*EXERCISE DETAILS*. For every entry, reproduce the wording exactly and omit any image it holds.

◆ ◆ ◆ ◆

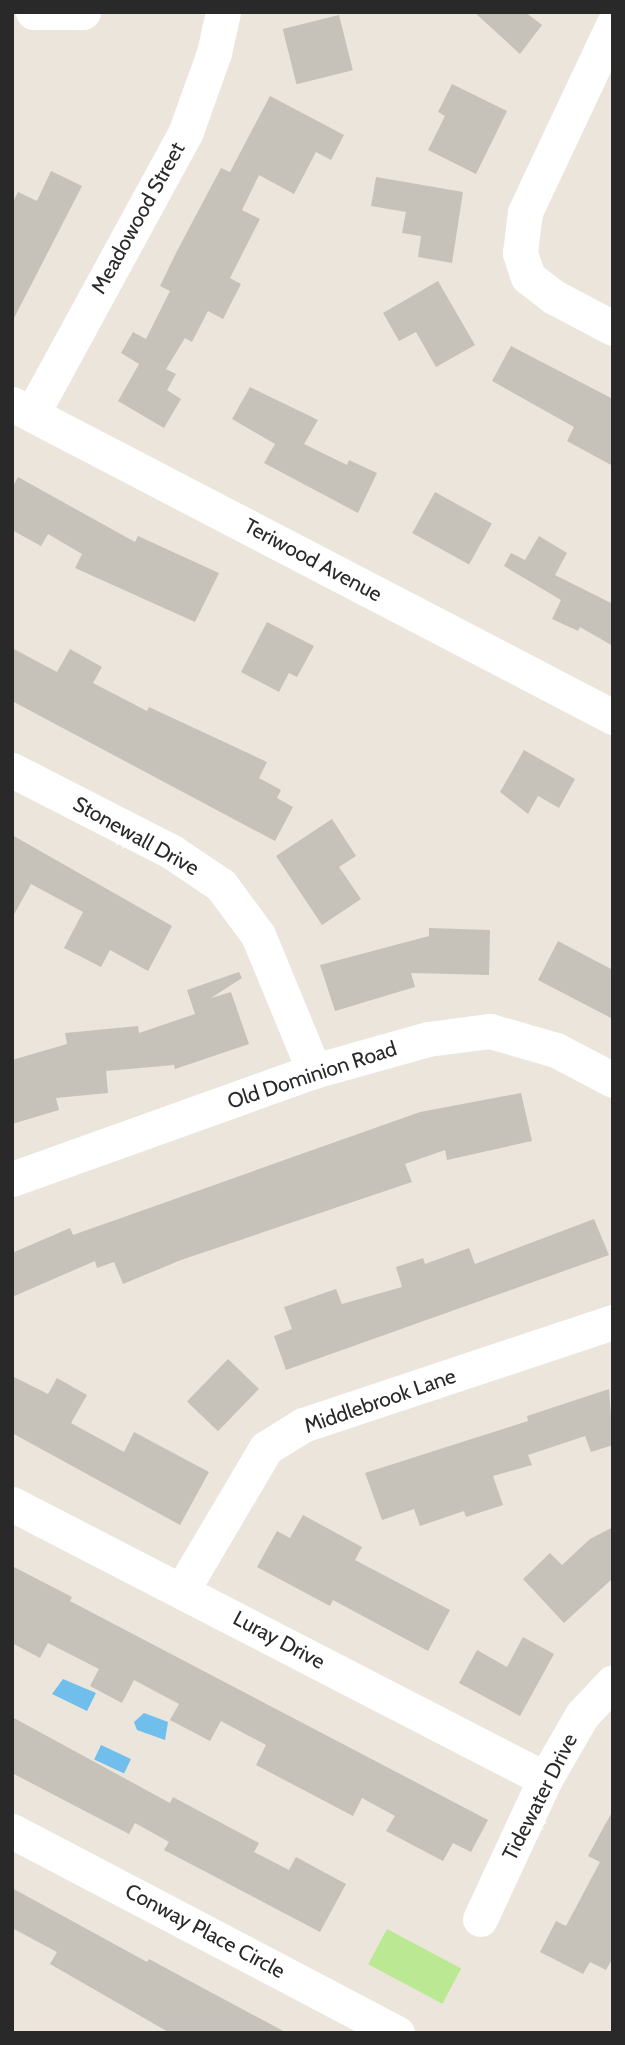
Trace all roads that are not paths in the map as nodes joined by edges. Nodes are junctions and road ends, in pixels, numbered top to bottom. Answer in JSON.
{"nodes":[{"id":1,"x":33,"y":12,"type":"edge"},
{"id":2,"x":83,"y":12,"type":"edge"},
{"id":3,"x":223,"y":12,"type":"edge"},
{"id":4,"x":613,"y":25,"type":"edge"},
{"id":5,"x":613,"y":328,"type":"edge"},
{"id":6,"x":22,"y":409,"type":"edge"},
{"id":7,"x":613,"y":717,"type":"edge"},
{"id":8,"x":12,"y":770,"type":"edge"},
{"id":9,"x":314,"y":1071,"type":"junction"},
{"id":10,"x":613,"y":1080,"type":"edge"},
{"id":11,"x":12,"y":1179,"type":"edge"},
{"id":12,"x":613,"y":1322,"type":"edge"},
{"id":13,"x":12,"y":1504,"type":"edge"},
{"id":14,"x":182,"y":1590,"type":"junction"},
{"id":15,"x":613,"y":1682,"type":"edge"},
{"id":16,"x":545,"y":1779,"type":"junction"},
{"id":17,"x":12,"y":1830,"type":"edge"},
{"id":18,"x":480,"y":1919,"type":"dead end"},
{"id":19,"x":397,"y":2033,"type":"edge"}],
"edges":[{"from":1,"to":2,"type":"street"},
{"from":3,"to":6,"type":"street","name":"Meadowood Street"},
{"from":4,"to":5,"type":"street"},
{"from":6,"to":7,"type":"street","name":"Teriwood Avenue"},
{"from":8,"to":9,"type":"street","name":"Stonewall Drive"},
{"from":9,"to":10,"type":"street","name":"Old Dominion Road"},
{"from":9,"to":11,"type":"street","name":"Old Dominion Road"},
{"from":12,"to":14,"type":"street","name":"Middlebrook Lane"},
{"from":13,"to":14,"type":"street","name":"Luray Drive"},
{"from":14,"to":16,"type":"street","name":"Luray Drive"},
{"from":15,"to":16,"type":"street","name":"Tidewater Drive"},
{"from":16,"to":18,"type":"street","name":"Tidewater Drive"},
{"from":17,"to":19,"type":"street","name":"Conway Place Circle"}]}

◆ ◆ ◆ ◆

*RESPONSE*.
Trace all roads that are not paths in the map as nodes joined by edges. Nodes are junctions and road ends, in pixels, numbered top to bottom. Answer in JSON.
{"nodes":[{"id":1,"x":33,"y":12,"type":"edge"},
{"id":2,"x":83,"y":12,"type":"edge"},
{"id":3,"x":223,"y":12,"type":"edge"},
{"id":4,"x":613,"y":25,"type":"edge"},
{"id":5,"x":613,"y":328,"type":"edge"},
{"id":6,"x":22,"y":409,"type":"edge"},
{"id":7,"x":613,"y":717,"type":"edge"},
{"id":8,"x":12,"y":770,"type":"edge"},
{"id":9,"x":314,"y":1071,"type":"junction"},
{"id":10,"x":613,"y":1080,"type":"edge"},
{"id":11,"x":12,"y":1179,"type":"edge"},
{"id":12,"x":613,"y":1322,"type":"edge"},
{"id":13,"x":12,"y":1504,"type":"edge"},
{"id":14,"x":182,"y":1590,"type":"junction"},
{"id":15,"x":613,"y":1682,"type":"edge"},
{"id":16,"x":545,"y":1779,"type":"junction"},
{"id":17,"x":12,"y":1830,"type":"edge"},
{"id":18,"x":480,"y":1919,"type":"dead end"},
{"id":19,"x":397,"y":2033,"type":"edge"}],
"edges":[{"from":1,"to":2,"type":"street"},
{"from":3,"to":6,"type":"street","name":"Meadowood Street"},
{"from":4,"to":5,"type":"street"},
{"from":6,"to":7,"type":"street","name":"Teriwood Avenue"},
{"from":8,"to":9,"type":"street","name":"Stonewall Drive"},
{"from":9,"to":10,"type":"street","name":"Old Dominion Road"},
{"from":9,"to":11,"type":"street","name":"Old Dominion Road"},
{"from":12,"to":14,"type":"street","name":"Middlebrook Lane"},
{"from":13,"to":14,"type":"street","name":"Luray Drive"},
{"from":14,"to":16,"type":"street","name":"Luray Drive"},
{"from":15,"to":16,"type":"street","name":"Tidewater Drive"},
{"from":16,"to":18,"type":"street","name":"Tidewater Drive"},
{"from":17,"to":19,"type":"street","name":"Conway Place Circle"}]}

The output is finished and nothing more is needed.